··· Given data ···

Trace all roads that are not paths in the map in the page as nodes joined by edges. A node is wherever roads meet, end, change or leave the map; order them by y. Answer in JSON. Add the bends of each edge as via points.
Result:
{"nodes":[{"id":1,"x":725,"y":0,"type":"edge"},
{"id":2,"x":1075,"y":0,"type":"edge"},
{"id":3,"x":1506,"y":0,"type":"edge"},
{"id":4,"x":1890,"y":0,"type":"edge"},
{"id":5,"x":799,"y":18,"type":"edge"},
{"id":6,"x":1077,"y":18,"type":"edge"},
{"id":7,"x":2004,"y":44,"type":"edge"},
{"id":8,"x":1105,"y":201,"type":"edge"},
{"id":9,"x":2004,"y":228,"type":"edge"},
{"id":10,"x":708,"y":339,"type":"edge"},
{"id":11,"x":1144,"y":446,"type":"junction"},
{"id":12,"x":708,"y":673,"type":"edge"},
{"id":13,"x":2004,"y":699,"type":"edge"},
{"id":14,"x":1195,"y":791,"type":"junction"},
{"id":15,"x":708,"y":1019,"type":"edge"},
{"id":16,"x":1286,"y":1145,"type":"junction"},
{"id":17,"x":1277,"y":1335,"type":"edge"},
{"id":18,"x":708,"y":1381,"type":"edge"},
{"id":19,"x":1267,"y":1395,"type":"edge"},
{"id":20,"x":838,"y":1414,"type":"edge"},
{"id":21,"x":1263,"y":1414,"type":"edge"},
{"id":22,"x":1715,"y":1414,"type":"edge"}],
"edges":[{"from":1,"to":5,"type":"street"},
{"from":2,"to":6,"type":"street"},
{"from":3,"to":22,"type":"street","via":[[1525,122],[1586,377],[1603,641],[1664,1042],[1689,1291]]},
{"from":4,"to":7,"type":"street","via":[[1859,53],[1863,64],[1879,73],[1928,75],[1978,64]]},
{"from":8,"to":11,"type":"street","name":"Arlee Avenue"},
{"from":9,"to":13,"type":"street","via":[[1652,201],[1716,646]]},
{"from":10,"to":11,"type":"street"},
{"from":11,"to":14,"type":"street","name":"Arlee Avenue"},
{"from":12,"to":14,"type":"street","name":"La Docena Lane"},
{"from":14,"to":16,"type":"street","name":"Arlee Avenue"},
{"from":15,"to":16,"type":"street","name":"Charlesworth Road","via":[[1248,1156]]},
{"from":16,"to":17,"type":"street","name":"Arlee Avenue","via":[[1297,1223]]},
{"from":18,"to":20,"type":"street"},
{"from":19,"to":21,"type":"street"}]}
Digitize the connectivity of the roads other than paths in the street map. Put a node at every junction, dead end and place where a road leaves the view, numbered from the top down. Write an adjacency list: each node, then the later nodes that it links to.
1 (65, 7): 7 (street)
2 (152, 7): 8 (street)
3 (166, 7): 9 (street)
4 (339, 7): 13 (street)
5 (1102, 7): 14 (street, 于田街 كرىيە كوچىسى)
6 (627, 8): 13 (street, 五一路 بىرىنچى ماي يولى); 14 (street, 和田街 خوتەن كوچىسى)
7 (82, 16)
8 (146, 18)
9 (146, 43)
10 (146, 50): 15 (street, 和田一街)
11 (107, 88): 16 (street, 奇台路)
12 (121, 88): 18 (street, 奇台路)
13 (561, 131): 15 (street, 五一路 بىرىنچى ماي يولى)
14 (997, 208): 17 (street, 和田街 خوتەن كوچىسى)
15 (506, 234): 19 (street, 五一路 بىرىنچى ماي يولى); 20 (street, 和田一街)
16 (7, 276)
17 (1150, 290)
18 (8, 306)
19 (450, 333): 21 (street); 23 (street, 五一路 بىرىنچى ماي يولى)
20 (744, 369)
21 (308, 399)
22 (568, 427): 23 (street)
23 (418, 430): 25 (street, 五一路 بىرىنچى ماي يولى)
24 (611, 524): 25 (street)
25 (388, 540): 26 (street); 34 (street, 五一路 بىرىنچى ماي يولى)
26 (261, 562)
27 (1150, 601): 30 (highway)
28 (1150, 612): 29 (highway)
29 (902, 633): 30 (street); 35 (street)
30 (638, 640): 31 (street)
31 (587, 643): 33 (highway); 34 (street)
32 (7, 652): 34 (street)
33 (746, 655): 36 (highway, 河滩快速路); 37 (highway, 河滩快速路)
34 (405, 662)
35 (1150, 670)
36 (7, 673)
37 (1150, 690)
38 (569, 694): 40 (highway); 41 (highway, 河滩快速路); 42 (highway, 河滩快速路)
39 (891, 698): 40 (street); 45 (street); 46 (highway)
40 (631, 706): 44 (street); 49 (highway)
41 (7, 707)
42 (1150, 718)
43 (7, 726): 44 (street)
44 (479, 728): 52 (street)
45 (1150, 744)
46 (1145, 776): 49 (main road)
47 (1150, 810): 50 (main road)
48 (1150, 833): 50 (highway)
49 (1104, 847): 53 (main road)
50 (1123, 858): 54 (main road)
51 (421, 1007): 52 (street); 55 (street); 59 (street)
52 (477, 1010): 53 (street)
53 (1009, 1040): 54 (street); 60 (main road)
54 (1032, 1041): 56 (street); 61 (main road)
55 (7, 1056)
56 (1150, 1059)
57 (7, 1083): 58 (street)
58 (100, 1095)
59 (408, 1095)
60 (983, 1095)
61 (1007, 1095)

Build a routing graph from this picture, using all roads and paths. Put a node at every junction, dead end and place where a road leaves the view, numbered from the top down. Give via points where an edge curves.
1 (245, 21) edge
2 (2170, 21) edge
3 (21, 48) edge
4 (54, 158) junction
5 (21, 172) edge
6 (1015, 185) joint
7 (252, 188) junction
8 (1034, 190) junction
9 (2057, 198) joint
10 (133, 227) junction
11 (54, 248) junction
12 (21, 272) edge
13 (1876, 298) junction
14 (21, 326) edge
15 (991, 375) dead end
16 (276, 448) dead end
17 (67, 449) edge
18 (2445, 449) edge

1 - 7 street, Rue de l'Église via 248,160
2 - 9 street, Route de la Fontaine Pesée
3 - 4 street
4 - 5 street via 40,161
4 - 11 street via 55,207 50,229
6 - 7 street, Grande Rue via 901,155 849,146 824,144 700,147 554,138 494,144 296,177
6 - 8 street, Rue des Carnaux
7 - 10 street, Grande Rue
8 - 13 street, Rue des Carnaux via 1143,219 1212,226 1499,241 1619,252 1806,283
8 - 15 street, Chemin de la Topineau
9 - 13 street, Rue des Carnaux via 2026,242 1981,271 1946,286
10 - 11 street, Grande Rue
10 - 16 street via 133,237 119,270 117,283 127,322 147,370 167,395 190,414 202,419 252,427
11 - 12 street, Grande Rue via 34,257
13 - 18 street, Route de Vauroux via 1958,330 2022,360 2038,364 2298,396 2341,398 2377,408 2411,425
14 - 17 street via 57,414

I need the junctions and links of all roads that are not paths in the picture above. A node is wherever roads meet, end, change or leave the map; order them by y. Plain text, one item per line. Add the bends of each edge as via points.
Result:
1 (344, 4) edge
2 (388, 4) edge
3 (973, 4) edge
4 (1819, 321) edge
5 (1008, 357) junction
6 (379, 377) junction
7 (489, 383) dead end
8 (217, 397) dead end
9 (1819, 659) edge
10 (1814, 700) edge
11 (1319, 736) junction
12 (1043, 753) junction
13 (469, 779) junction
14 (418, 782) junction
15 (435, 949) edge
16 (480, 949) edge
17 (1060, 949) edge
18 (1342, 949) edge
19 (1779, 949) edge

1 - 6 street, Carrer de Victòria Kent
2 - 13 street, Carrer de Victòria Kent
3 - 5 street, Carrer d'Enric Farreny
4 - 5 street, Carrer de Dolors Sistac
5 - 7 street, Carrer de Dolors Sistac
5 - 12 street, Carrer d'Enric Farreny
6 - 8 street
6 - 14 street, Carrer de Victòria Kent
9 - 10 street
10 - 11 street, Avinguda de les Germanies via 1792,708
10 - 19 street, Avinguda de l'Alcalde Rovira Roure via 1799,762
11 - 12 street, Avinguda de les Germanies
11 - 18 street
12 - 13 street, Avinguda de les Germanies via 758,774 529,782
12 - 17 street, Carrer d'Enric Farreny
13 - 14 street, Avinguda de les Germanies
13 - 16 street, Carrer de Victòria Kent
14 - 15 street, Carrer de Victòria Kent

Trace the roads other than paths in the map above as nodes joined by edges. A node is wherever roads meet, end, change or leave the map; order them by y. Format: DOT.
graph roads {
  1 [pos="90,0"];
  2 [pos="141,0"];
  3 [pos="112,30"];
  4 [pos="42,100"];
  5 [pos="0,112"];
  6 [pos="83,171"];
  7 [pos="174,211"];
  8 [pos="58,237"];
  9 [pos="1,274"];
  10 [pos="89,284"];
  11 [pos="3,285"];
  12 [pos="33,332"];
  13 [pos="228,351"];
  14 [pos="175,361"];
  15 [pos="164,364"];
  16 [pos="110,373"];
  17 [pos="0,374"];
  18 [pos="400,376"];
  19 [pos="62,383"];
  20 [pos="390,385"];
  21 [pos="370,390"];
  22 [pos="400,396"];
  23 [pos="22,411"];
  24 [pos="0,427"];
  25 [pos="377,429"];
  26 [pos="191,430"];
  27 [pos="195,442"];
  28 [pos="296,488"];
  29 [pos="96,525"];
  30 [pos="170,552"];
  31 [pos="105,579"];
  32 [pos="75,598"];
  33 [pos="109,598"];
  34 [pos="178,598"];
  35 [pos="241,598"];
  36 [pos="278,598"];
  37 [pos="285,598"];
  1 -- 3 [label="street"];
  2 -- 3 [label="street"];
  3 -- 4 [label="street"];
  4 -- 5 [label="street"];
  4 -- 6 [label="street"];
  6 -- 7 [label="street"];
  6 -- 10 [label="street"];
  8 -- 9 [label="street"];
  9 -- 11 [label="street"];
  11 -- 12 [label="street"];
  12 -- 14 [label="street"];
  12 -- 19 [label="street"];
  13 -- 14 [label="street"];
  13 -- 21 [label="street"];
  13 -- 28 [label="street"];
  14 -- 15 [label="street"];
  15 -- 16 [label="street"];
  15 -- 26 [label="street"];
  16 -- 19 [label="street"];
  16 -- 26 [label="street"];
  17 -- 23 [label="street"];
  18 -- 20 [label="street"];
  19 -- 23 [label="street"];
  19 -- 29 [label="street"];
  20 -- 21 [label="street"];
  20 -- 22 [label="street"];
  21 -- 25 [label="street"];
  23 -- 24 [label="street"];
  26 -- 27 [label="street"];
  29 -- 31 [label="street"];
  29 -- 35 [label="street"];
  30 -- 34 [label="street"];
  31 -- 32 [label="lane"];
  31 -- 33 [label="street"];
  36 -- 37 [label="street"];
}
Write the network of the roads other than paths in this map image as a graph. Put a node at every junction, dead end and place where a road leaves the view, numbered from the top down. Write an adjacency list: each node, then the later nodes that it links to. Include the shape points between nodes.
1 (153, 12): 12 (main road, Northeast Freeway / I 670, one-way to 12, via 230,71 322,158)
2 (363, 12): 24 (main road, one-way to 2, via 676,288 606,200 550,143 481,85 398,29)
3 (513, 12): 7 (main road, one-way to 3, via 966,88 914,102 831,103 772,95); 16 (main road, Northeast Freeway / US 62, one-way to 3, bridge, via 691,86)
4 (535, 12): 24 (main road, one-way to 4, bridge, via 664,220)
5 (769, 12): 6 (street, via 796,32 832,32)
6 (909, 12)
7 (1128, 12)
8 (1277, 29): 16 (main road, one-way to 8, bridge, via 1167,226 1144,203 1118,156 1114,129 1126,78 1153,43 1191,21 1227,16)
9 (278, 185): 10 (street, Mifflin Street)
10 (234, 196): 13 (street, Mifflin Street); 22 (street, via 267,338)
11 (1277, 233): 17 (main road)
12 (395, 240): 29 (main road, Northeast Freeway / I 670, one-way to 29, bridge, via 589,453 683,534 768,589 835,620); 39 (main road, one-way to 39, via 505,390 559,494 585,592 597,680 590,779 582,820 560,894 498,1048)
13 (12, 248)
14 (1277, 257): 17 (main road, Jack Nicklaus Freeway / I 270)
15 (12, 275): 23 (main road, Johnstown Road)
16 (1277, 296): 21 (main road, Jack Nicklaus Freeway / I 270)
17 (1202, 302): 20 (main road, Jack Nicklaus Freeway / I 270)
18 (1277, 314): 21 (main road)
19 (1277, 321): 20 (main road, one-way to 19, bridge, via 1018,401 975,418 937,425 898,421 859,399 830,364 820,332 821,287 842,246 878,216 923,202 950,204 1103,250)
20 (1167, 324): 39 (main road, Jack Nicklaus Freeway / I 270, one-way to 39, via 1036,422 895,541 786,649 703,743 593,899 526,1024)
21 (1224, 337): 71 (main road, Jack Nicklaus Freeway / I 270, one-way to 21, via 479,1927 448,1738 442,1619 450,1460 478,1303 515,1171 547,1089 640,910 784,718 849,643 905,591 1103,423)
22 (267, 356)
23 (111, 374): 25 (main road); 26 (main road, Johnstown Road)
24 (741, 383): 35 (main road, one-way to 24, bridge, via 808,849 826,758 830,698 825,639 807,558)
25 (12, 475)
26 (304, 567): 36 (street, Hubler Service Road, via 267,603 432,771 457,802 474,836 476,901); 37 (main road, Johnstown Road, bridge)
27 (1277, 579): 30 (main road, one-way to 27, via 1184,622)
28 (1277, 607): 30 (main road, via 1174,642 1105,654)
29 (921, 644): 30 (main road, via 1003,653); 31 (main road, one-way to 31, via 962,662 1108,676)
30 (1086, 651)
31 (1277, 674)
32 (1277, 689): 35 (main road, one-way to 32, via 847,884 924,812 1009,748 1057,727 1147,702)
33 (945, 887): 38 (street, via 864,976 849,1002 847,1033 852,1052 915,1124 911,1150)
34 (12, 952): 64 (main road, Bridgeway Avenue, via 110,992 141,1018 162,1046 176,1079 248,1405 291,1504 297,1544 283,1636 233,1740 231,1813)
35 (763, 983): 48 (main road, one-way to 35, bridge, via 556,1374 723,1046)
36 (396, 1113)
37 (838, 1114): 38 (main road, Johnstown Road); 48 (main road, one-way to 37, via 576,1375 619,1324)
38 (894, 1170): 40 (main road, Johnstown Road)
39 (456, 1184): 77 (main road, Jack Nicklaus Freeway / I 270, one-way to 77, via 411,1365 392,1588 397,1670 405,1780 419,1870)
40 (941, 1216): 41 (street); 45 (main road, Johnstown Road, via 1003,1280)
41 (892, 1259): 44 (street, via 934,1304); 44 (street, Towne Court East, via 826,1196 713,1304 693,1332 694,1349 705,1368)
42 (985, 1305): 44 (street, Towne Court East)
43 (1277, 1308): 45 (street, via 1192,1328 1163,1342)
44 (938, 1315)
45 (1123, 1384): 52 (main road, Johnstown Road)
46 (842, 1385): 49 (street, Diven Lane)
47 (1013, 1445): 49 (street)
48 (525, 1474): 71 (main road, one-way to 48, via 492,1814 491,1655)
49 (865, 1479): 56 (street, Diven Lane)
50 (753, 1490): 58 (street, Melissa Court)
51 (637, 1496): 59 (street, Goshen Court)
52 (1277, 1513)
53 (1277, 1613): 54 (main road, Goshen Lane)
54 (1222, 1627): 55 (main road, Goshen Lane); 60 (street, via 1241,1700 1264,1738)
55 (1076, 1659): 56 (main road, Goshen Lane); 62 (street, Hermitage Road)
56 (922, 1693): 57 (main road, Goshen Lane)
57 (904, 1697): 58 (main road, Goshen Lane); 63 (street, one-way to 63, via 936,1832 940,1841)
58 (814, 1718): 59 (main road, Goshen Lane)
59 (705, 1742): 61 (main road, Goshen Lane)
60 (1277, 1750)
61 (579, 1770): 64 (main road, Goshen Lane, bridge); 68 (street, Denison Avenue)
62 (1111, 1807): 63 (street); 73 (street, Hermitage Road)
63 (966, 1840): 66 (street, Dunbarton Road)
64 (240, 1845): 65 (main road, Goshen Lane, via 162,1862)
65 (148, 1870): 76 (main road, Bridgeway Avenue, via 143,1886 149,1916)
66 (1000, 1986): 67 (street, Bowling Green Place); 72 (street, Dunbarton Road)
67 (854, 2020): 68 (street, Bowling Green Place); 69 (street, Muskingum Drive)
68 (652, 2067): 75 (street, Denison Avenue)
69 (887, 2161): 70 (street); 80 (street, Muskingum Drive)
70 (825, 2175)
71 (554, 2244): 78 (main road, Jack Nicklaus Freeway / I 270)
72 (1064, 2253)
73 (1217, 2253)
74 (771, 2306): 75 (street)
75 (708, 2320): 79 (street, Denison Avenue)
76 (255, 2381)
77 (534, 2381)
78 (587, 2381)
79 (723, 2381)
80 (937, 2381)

···

About this exercise: All lines above that include the word "كوچىسى" must be copied into the answer.

Response for this exercise:
5 (1102, 7): 14 (street, 于田街 كرىيە كوچىسى)
6 (627, 8): 13 (street, 五一路 بىرىنچى ماي يولى); 14 (street, 和田街 خوتەن كوچىسى)
14 (997, 208): 17 (street, 和田街 خوتەن كوچىسى)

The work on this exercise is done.